Now that we are doing text mining, we will be creating our own termDocMatrix.

This was also done in class, when we analyzed the structure of the “I have a dream” speech – in terms of the use of positive and negative words. However, in that effort, we treated all positive words the same (ex. good is the same as great). This might not be appropriate – maybe we should count more positive (and negative) words more than other words. For example “I loved the movie” might be stronger than “I liked the movie”.

There is a different word file that ranks each word on a scale of -5 to 5 (negative to positive). It is known as the AFINN word list.

Your task for this homework is to adapt the lab that we did in class, to compute the score for the MLK speech using the AFINN word list (as opposed to the positive and negative word lists).

# read in the data using read.delim() 

# change column names to "Word" and "Score"
 # read in text file MLK.txt  

  # interprets each element of the "mlk" as a document and create a vector source

  # create a Corpus, a "Bag of Words"

 # first step transformation: make all of the letters in "words.corpus" lowercase

  # second step transformation: remove the punctuation in "words.corpus"

  # third step transformation: remove numbers in "words.corpus"

  # final step transformation: take out the "stop" words, such as "the", "a" and "at"

  # create a term-document matrix "tdm"

  # convert tdm into a matrix called "m"

  # create a list of counts for each word named "wordCounts"
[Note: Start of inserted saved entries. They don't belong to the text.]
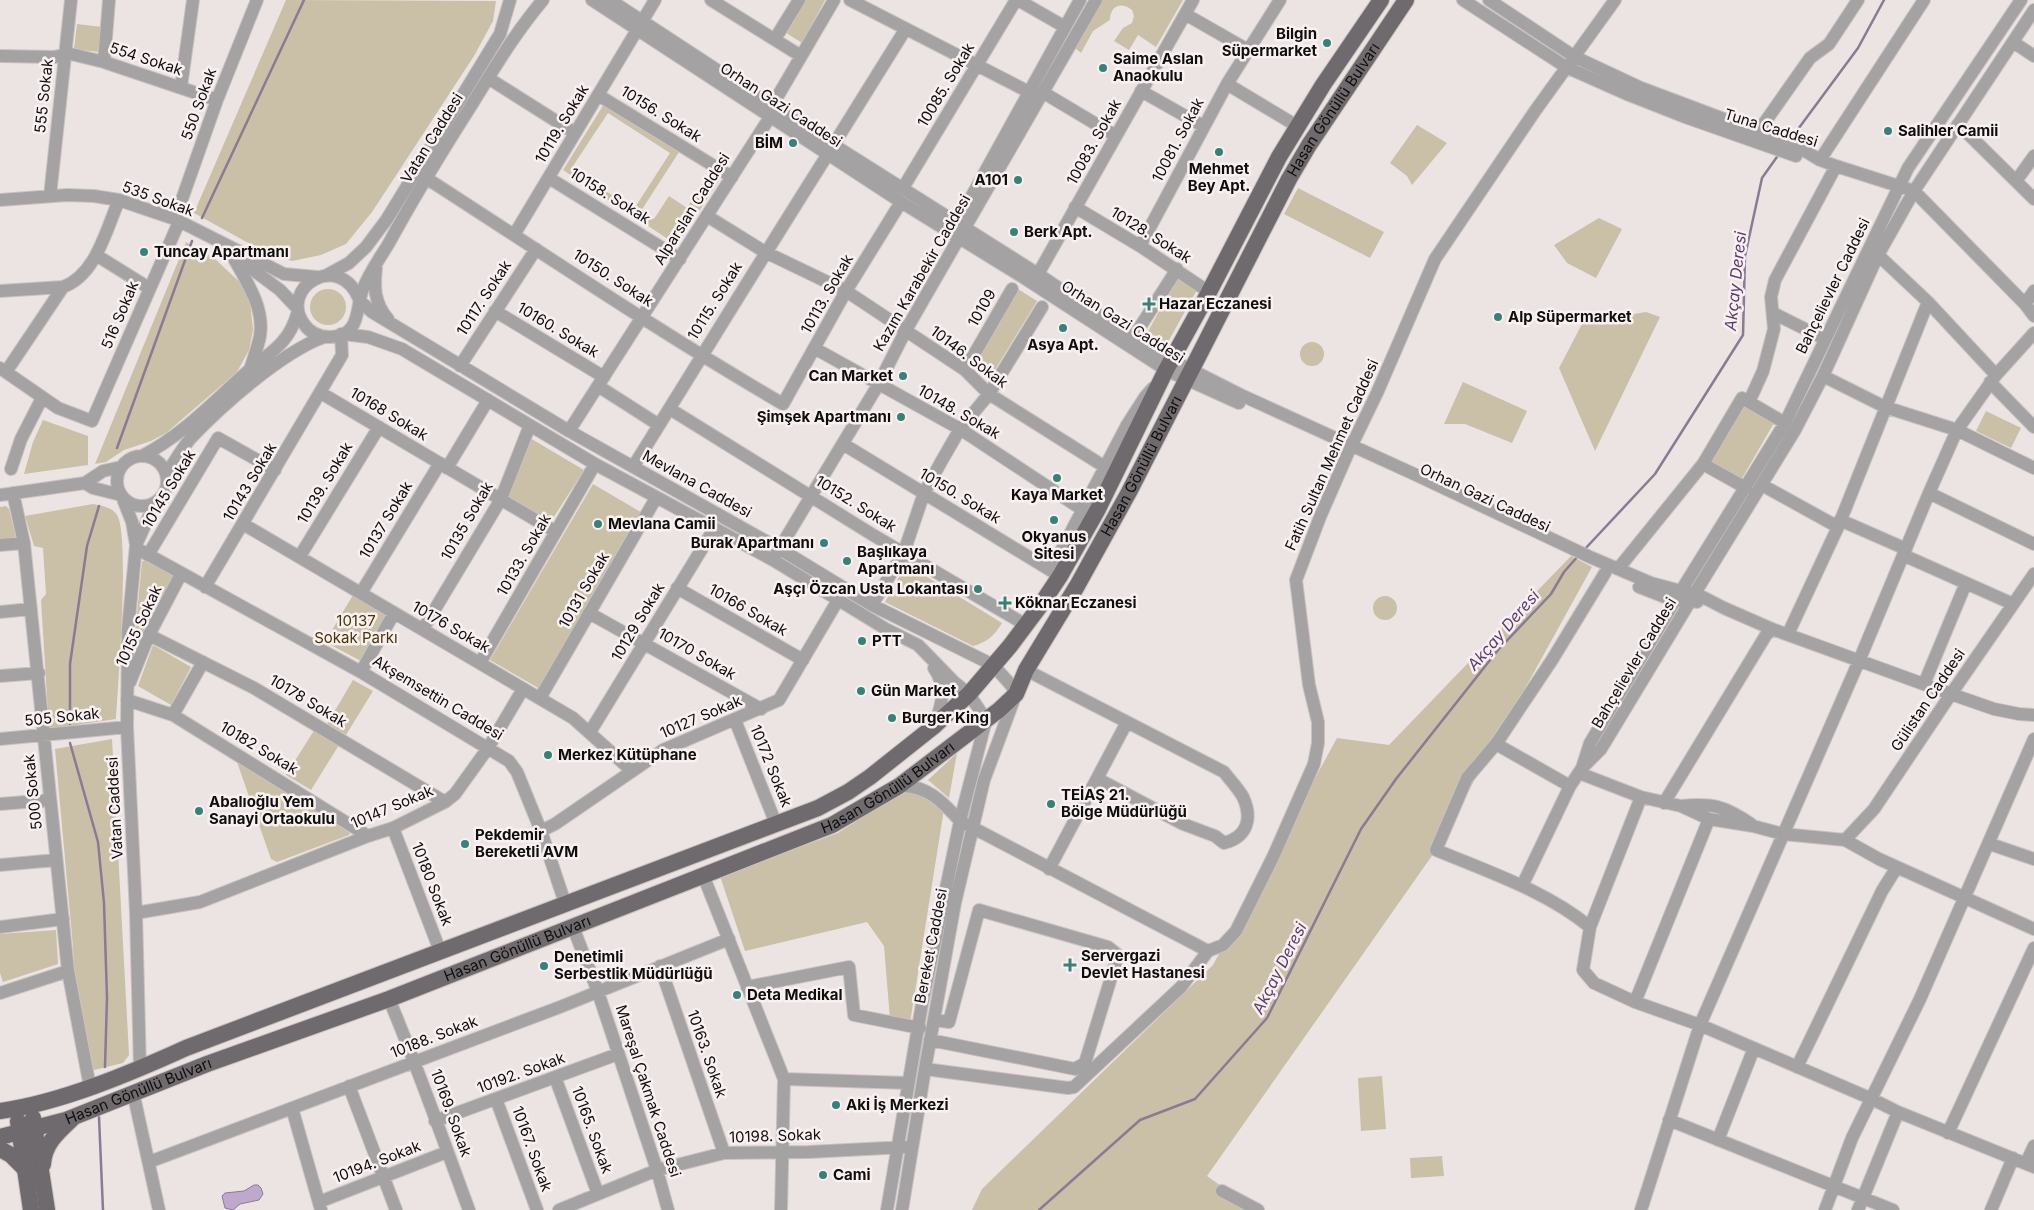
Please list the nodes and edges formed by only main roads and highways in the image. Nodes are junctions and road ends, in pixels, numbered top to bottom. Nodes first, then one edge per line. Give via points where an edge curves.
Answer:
1 (1380, 0) edge
2 (1406, 0) edge
3 (16, 1108) edge
4 (75, 1116) junction
5 (27, 1130) junction
6 (0, 1137) edge
7 (0, 1149) edge
8 (24, 1168) junction
9 (42, 1176) junction
10 (30, 1210) edge
11 (47, 1210) edge

1 - 3 main road, Hasan Gönüllü Bulvarı via 1297,126 1169,365 1098,509 1055,573 1026,625 968,694 933,728 848,792 818,808 186,1048 140,1069
2 - 4 main road, Hasan Gönüllü Bulvarı via 1309,145 1129,492 1026,670 1016,694 986,720 899,786 832,826 389,999
3 - 5 main road
4 - 5 main road, Hasan Gönüllü Bulvarı
4 - 9 main road via 47,1148
5 - 6 main road, Hasan Gönüllü Bulvarı
5 - 8 main road
5 - 9 main road
7 - 8 main road
8 - 10 main road
9 - 11 main road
  # sort words in "wordCounts" by frequency

  # check the first ten items in "wordCounts" to see if it is built correctly

  # calculate the total number of words
  
  # create a vector that contains all the words in "wordCounts"

  # locate which words in mlk speech appeared in AFINN word list
  # returns 0 if one "mlk" word does not appeared in AFINN list

  # calculate the matched words counts

  # create a new dataframe that contains matched words and their counts, set ordinal numbers as row names

  # change column names to "word" and "counts"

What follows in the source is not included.